THE RECORDS:
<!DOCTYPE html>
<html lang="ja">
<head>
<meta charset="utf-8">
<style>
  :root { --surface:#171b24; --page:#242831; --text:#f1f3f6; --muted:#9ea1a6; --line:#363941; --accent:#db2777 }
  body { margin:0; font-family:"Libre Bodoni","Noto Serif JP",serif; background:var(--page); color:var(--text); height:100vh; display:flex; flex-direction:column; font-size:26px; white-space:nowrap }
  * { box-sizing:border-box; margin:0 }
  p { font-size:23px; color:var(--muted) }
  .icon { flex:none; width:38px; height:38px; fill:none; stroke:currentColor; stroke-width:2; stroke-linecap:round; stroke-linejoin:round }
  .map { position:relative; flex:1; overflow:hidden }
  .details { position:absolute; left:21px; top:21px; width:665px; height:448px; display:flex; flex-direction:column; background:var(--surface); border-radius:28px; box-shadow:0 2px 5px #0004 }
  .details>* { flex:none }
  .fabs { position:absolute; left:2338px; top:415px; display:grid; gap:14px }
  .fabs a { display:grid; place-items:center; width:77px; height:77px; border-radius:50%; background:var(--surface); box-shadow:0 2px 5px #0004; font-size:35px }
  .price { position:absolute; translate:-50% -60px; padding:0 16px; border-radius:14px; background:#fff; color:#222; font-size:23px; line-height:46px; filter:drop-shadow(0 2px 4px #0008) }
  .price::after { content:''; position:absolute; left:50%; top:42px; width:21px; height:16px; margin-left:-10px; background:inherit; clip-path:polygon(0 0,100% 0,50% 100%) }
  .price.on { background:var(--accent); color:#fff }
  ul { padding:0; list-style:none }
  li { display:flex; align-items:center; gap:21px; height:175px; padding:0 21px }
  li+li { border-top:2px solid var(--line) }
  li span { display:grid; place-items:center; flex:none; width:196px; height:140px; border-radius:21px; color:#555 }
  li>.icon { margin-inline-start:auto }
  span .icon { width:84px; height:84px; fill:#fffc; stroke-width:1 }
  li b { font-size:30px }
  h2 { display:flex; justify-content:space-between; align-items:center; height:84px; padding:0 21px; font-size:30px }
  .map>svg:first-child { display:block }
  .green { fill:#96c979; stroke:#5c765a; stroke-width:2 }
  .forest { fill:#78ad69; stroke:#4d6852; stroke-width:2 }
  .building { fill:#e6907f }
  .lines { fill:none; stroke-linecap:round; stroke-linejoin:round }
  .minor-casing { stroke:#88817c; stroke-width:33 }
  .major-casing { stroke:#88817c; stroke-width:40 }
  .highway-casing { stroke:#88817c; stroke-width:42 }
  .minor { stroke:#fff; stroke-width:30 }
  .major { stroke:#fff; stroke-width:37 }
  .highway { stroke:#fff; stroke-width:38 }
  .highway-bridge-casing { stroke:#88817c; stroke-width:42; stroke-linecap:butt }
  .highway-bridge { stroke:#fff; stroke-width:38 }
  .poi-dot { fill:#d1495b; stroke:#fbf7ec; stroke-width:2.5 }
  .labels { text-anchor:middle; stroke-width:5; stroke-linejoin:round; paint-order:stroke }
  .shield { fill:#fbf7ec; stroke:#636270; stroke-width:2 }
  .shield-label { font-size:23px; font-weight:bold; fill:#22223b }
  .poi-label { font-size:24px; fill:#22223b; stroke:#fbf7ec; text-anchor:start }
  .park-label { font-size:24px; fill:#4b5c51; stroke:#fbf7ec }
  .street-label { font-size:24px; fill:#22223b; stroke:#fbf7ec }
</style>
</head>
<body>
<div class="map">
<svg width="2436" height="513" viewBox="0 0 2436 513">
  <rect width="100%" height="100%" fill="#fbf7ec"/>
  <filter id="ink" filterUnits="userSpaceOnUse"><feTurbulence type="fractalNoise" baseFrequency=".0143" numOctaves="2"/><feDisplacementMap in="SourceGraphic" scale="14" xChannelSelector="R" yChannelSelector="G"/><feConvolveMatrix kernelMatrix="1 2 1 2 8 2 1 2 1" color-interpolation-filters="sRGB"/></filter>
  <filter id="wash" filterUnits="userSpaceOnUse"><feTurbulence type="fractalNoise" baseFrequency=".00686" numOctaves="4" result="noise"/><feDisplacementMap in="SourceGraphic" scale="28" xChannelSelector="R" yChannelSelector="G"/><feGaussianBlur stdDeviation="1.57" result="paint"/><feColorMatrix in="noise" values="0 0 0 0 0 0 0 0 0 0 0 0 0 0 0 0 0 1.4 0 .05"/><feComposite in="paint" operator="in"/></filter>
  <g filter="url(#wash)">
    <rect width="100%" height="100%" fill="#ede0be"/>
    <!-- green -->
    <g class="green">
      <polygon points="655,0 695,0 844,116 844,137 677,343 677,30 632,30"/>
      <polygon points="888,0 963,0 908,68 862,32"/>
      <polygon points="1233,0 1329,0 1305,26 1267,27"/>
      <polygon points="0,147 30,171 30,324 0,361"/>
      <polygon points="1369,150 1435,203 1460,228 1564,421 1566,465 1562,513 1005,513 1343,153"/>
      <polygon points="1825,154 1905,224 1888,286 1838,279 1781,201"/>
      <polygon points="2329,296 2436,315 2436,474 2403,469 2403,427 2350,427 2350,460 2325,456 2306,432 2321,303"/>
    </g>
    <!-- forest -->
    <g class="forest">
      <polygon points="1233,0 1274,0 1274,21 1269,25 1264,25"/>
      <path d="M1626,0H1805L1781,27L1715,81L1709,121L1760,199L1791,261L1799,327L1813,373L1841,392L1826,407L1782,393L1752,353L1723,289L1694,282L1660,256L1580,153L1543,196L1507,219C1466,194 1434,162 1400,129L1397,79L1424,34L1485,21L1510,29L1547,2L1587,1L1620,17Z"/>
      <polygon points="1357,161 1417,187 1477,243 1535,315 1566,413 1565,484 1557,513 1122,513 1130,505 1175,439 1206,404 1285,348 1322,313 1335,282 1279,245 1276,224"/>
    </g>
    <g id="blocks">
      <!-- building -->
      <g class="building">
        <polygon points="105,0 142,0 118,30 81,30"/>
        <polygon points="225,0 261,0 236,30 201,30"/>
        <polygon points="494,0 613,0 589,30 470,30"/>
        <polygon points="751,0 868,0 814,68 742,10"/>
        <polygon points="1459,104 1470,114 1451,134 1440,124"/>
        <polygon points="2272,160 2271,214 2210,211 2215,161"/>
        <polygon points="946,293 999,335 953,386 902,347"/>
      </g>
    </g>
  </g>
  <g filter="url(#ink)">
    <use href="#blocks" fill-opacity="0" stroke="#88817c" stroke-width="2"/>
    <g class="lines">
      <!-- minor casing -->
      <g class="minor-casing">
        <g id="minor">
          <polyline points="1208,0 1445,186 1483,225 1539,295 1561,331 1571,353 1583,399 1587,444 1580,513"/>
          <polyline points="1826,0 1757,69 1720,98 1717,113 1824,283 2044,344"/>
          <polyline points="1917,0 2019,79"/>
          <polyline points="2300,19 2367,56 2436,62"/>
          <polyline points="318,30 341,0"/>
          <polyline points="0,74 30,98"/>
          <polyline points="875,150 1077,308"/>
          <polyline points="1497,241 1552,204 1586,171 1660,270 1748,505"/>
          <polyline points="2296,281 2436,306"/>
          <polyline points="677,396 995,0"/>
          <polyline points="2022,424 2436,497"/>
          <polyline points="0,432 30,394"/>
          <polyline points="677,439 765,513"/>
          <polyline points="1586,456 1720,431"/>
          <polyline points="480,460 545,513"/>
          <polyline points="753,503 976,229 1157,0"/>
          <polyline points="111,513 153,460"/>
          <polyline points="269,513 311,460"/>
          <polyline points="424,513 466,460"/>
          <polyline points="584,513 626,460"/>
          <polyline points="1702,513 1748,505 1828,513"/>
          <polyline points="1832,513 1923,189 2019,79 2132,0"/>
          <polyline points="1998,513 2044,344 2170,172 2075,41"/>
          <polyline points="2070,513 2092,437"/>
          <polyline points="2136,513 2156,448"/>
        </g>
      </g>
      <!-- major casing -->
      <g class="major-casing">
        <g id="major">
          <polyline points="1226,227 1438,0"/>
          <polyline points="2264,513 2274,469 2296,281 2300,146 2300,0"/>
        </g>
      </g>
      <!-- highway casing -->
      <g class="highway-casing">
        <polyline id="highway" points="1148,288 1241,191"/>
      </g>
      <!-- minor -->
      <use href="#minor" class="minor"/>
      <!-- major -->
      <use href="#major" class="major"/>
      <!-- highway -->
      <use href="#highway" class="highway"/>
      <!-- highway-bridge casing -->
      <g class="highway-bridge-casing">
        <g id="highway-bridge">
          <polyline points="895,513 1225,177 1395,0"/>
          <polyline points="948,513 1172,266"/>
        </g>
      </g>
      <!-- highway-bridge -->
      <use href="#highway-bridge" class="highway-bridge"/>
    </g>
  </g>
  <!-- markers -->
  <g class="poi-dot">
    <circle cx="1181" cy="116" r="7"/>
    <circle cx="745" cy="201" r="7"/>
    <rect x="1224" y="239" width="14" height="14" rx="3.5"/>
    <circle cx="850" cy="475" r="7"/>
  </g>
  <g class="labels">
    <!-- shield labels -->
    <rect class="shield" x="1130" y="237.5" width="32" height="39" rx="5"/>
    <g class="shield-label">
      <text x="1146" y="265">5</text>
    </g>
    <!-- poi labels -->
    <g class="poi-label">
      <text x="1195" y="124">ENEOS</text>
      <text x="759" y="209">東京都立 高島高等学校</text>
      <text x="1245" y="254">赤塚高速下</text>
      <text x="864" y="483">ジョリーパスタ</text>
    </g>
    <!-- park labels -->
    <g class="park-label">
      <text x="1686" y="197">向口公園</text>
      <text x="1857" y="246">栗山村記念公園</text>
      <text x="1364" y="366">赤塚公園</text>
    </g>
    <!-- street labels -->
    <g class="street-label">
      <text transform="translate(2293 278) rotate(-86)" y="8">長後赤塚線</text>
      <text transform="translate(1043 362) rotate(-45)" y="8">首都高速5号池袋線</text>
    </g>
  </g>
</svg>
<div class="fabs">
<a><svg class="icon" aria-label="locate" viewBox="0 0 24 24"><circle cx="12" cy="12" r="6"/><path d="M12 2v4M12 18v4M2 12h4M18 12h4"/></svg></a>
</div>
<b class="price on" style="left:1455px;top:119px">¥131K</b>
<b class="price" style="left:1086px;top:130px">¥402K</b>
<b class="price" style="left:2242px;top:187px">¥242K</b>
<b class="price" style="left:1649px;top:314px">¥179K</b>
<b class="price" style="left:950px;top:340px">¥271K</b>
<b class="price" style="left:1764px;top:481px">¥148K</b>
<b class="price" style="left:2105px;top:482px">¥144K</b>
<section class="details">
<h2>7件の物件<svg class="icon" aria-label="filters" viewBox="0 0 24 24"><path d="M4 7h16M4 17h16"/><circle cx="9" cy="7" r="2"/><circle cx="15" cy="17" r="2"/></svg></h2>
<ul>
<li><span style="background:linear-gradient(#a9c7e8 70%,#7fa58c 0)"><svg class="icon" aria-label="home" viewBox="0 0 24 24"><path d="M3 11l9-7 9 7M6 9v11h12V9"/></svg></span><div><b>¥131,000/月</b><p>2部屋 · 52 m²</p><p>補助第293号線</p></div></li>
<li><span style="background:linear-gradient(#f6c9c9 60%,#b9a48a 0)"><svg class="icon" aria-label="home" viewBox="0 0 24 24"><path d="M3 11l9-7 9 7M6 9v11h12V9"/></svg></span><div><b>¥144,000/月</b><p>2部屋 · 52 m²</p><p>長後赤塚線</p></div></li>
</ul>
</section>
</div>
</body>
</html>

TASK DIRECTIONS:
Wherever the word "shadow" shows up in the material, copy the line it is on.

EXPECTED ANSWER:
  .details { position:absolute; left:21px; top:21px; width:665px; height:448px; display:flex; flex-direction:column; background:var(--surface); border-radius:28px; box-shadow:0 2px 5px #0004 }
  .fabs a { display:grid; place-items:center; width:77px; height:77px; border-radius:50%; background:var(--surface); box-shadow:0 2px 5px #0004; font-size:35px }
  .price { position:absolute; translate:-50% -60px; padding:0 16px; border-radius:14px; background:#fff; color:#222; font-size:23px; line-height:46px; filter:drop-shadow(0 2px 4px #0008) }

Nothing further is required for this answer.